### WORK ITEM
Every line of the material is to be transcribed verbatim, with images omitted.
====
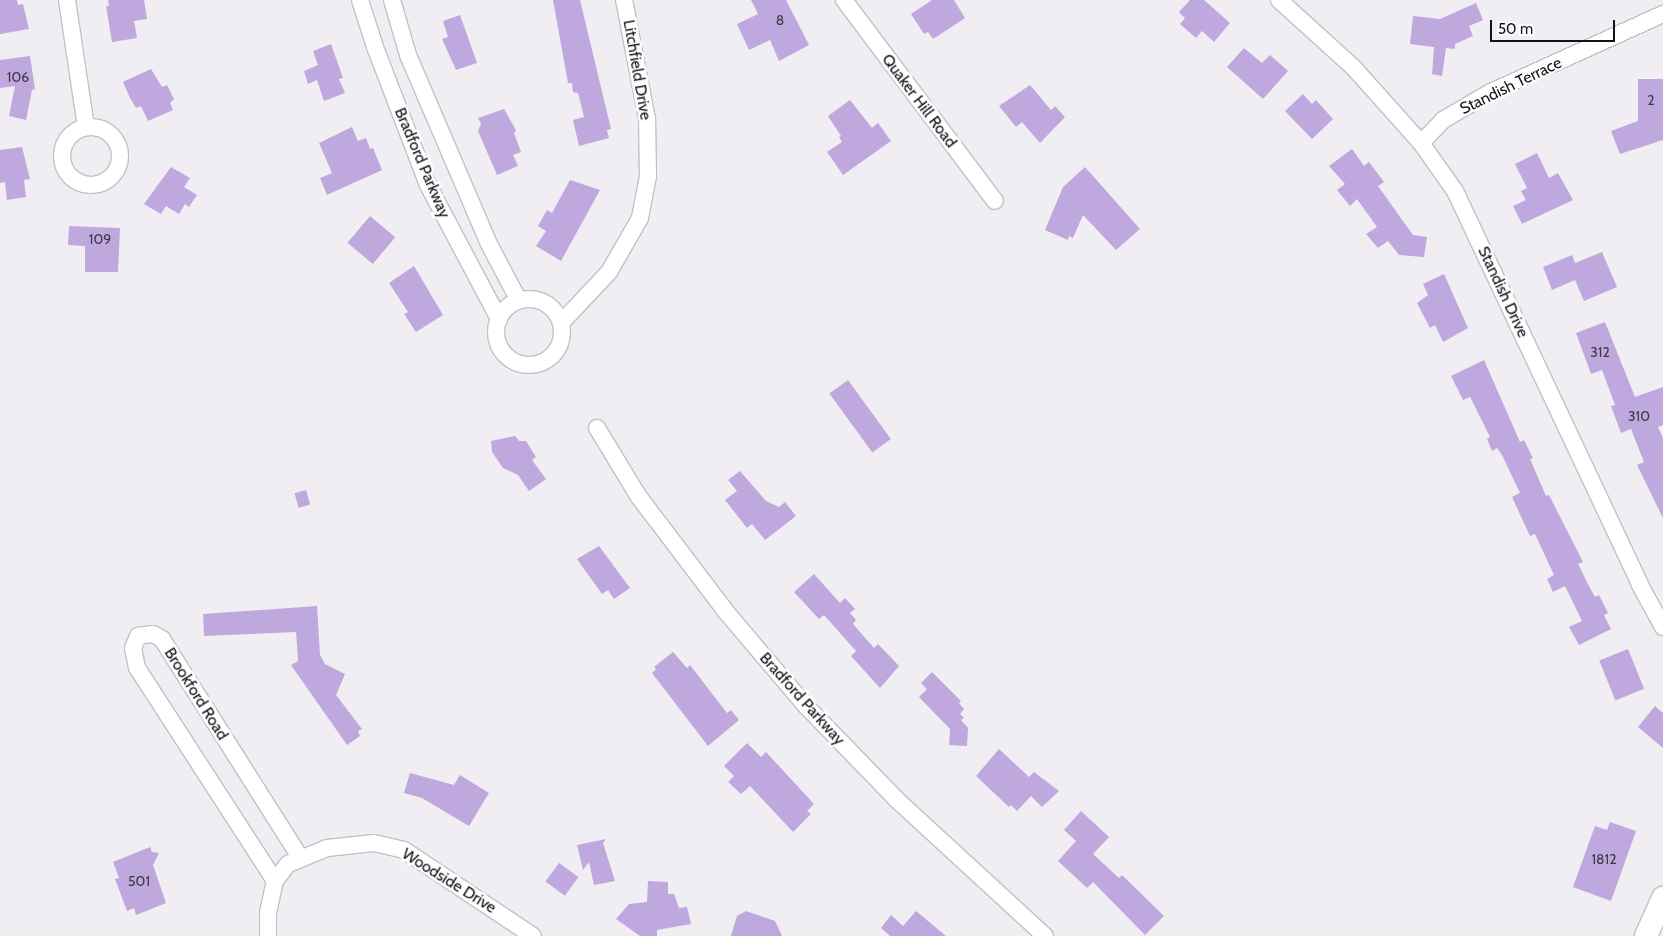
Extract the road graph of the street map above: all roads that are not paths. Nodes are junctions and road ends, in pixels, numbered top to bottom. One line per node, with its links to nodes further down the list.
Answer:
1 (67, 0): 8 (street)
2 (360, 0): 12 (street, Bradford Parkway)
3 (392, 0): 11 (street, Bradford Parkway)
4 (624, 0): 13 (street, Litchfield Drive)
5 (844, 0): 10 (street, Quaker Hill Road)
6 (1279, 0): 9 (street, Standish Drive)
7 (1663, 14): 9 (street, Standish Terrace)
8 (86, 127)
9 (1421, 143): 15 (street, Standish Drive)
10 (995, 201)
11 (519, 300): 12 (street); 13 (street)
12 (499, 319): 13 (street, Bradford Parkway)
13 (561, 323)
14 (597, 428): 21 (street, Bradford Parkway)
15 (1663, 627)
16 (300, 856): 17 (street); 17 (street, Brookford Road); 20 (street, Woodside Drive)
17 (275, 881): 19 (street)
18 (1663, 898): 22 (street)
19 (268, 936)
20 (533, 936)
21 (1045, 936)
22 (1646, 936)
====
### EXERCISE RESULT
Extract the road graph of the street map above: all roads that are not paths. Nodes are junctions and road ends, in pixels, numbered top to bottom. One line per node, with its links to nodes further down the list.
Answer:
1 (67, 0): 8 (street)
2 (360, 0): 12 (street, Bradford Parkway)
3 (392, 0): 11 (street, Bradford Parkway)
4 (624, 0): 13 (street, Litchfield Drive)
5 (844, 0): 10 (street, Quaker Hill Road)
6 (1279, 0): 9 (street, Standish Drive)
7 (1663, 14): 9 (street, Standish Terrace)
8 (86, 127)
9 (1421, 143): 15 (street, Standish Drive)
10 (995, 201)
11 (519, 300): 12 (street); 13 (street)
12 (499, 319): 13 (street, Bradford Parkway)
13 (561, 323)
14 (597, 428): 21 (street, Bradford Parkway)
15 (1663, 627)
16 (300, 856): 17 (street); 17 (street, Brookford Road); 20 (street, Woodside Drive)
17 (275, 881): 19 (street)
18 (1663, 898): 22 (street)
19 (268, 936)
20 (533, 936)
21 (1045, 936)
22 (1646, 936)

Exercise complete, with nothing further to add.